When you have read the next quote, (from the Javascript Jabber podcast featuring the creators of Assemble; Brian Woodward and Jon Schlinkert), it will not come as a suprise that there is also a converted implementation of Brad Frost’s Patternlab (originally in PHP), made with Assemble. Creating live styleguides on top of boilerplates like this are one of those things static site generators are made for.

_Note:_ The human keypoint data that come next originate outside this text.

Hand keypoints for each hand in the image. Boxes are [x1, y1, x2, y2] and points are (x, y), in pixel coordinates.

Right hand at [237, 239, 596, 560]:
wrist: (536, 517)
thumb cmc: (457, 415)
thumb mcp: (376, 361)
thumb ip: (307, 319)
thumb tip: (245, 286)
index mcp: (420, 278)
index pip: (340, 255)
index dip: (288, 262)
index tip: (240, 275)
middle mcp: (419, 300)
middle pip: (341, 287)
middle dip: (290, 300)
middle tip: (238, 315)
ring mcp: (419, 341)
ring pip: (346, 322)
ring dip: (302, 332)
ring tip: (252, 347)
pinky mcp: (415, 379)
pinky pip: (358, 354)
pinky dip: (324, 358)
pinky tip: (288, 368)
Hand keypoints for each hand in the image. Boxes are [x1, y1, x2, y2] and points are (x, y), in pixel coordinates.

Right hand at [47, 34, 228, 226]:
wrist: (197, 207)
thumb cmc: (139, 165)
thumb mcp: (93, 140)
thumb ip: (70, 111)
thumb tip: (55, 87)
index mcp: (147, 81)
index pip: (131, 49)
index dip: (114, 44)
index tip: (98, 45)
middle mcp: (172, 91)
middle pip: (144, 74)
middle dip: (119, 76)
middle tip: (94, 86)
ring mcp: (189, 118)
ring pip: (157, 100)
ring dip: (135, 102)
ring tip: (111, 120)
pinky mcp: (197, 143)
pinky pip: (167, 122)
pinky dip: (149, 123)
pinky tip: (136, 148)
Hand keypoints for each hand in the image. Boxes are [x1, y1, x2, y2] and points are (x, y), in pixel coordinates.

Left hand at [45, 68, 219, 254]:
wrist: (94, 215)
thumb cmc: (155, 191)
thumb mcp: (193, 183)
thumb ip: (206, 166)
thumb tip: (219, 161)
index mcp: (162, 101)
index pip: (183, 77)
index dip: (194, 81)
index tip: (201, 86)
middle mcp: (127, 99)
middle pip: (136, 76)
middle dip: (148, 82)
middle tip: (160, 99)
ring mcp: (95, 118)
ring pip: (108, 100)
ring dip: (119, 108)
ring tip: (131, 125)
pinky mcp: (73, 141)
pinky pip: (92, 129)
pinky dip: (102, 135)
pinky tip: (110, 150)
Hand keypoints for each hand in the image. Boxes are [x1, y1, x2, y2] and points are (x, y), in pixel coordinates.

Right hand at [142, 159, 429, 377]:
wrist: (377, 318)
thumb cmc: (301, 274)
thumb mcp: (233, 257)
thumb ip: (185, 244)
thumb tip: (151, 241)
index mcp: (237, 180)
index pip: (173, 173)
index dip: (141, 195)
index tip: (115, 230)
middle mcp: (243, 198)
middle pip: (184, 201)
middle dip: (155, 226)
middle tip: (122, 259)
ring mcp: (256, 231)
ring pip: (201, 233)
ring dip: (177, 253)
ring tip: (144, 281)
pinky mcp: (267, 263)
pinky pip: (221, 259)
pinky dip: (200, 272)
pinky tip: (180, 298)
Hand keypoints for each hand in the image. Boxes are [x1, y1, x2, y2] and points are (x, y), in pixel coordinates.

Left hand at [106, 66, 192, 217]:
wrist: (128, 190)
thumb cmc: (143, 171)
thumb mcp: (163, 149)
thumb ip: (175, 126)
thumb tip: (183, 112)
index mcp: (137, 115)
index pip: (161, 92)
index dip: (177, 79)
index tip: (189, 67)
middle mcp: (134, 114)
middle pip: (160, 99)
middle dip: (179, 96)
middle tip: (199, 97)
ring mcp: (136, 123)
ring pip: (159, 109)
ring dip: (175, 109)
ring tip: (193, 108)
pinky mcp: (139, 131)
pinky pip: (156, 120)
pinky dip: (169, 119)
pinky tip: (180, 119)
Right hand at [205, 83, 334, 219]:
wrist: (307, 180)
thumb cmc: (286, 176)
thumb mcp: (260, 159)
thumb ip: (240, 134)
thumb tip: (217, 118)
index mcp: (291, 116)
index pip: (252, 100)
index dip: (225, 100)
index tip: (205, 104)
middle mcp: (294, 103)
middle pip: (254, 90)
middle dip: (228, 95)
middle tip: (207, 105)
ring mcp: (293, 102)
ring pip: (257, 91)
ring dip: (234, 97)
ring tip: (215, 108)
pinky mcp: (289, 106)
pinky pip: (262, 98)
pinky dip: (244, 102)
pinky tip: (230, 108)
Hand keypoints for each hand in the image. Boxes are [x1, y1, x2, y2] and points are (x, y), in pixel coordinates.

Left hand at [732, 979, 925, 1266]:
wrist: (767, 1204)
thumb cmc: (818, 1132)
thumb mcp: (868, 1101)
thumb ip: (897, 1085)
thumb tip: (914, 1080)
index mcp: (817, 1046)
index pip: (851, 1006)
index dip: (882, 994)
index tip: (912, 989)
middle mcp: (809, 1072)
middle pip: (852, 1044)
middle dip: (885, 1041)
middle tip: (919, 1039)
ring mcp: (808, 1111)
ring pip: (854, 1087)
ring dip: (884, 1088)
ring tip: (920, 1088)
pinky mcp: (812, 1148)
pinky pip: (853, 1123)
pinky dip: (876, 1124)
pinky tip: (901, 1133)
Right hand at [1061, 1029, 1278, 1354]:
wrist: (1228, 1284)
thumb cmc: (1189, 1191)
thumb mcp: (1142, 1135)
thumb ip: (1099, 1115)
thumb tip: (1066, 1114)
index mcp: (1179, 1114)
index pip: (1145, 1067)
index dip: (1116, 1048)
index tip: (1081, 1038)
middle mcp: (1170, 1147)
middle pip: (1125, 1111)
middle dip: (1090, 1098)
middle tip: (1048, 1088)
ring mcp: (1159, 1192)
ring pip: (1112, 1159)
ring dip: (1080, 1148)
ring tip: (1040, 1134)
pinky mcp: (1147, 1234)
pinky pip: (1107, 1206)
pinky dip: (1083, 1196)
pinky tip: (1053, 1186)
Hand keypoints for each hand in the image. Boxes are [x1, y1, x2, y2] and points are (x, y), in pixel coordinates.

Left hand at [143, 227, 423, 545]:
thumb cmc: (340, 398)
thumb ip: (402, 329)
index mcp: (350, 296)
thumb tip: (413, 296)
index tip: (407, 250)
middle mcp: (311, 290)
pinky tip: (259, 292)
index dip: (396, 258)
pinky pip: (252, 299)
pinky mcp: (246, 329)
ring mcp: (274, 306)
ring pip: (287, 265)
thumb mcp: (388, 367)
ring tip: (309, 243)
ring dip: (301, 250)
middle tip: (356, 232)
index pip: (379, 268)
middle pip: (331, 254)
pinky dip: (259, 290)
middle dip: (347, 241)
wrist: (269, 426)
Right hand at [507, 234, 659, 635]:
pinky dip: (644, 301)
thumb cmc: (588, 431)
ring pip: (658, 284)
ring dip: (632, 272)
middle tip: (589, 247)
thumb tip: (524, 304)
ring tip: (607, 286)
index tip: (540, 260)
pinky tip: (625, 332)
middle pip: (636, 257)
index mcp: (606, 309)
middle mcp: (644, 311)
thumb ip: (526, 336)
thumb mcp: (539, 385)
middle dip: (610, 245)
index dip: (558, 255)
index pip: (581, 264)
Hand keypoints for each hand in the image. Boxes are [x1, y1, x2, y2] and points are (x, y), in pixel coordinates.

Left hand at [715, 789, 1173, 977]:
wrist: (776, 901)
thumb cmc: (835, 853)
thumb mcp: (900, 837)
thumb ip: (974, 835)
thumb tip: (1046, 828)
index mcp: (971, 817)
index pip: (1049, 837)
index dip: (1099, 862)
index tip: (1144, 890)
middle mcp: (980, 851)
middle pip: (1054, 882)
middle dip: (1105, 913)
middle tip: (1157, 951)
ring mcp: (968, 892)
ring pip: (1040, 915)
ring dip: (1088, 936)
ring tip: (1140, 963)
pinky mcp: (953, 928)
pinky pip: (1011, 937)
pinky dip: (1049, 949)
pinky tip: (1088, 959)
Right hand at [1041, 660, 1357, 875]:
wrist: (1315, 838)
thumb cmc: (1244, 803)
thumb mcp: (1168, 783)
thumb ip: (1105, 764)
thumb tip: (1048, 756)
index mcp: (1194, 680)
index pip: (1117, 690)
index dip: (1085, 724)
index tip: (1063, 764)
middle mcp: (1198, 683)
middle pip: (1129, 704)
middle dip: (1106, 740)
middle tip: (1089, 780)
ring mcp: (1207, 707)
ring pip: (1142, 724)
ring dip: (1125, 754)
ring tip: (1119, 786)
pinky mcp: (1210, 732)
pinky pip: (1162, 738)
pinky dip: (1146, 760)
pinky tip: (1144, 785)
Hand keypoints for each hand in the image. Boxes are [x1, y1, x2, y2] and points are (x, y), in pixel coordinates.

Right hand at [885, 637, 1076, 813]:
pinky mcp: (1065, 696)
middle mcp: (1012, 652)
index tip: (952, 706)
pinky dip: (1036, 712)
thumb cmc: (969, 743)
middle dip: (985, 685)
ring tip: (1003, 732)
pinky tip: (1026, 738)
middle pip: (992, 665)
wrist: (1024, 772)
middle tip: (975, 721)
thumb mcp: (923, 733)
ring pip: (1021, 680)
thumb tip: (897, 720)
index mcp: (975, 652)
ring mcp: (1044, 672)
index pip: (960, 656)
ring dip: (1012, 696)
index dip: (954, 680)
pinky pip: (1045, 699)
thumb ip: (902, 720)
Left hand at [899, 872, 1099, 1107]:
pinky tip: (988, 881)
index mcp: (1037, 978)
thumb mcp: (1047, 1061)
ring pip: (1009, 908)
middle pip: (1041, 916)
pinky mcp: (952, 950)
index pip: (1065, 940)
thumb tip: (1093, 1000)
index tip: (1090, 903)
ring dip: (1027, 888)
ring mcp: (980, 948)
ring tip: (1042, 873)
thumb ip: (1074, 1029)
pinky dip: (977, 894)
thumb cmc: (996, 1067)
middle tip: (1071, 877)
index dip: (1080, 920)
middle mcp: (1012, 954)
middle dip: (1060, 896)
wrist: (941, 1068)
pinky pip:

We built a bunch of models and lorem ipsum type things for the buttons and for placeholder text with all the different components. And Assemble can just essentially iterate over all of those components and build the actual final components. But at the same time, it can also build all of the pages for demoing the components. So, you could for instance build a website with Assemble that is mostly text, like a blog or a regular website. But also then have a component showcase where you’re taking all of the partials or includes that you’ve created for the site and just create another destination path essentially for Assemble to build all of those components individually to showcase them. So, in one build you can build a component showcase and use those same components in the actual site …


  1. on the grunt build command, depending on the existing files in your src/content folder _(or whatever the name of that folder is: can be anything you like), also: can have subfolders too, it’s smart about that)_
  2. YAML-front-matter
  3. The build in handlebar helpers; there is if, unless, each, with and lookup. For an example of each, checkout the tutorial on maddesigns (in german).
  4. By “boilerplate”, I mean a complete folder structure with a Gruntfile.js and package.json files. With this being a Grunt-plugin, this also means a git-repo, (you can do yourself a big favor by making yourself familiar with that as well, if you haven't already). In the .gitignore file (in the root of the project-folder) you can add the output-folder, often called dist, to the list there: no need to keep this in the repo.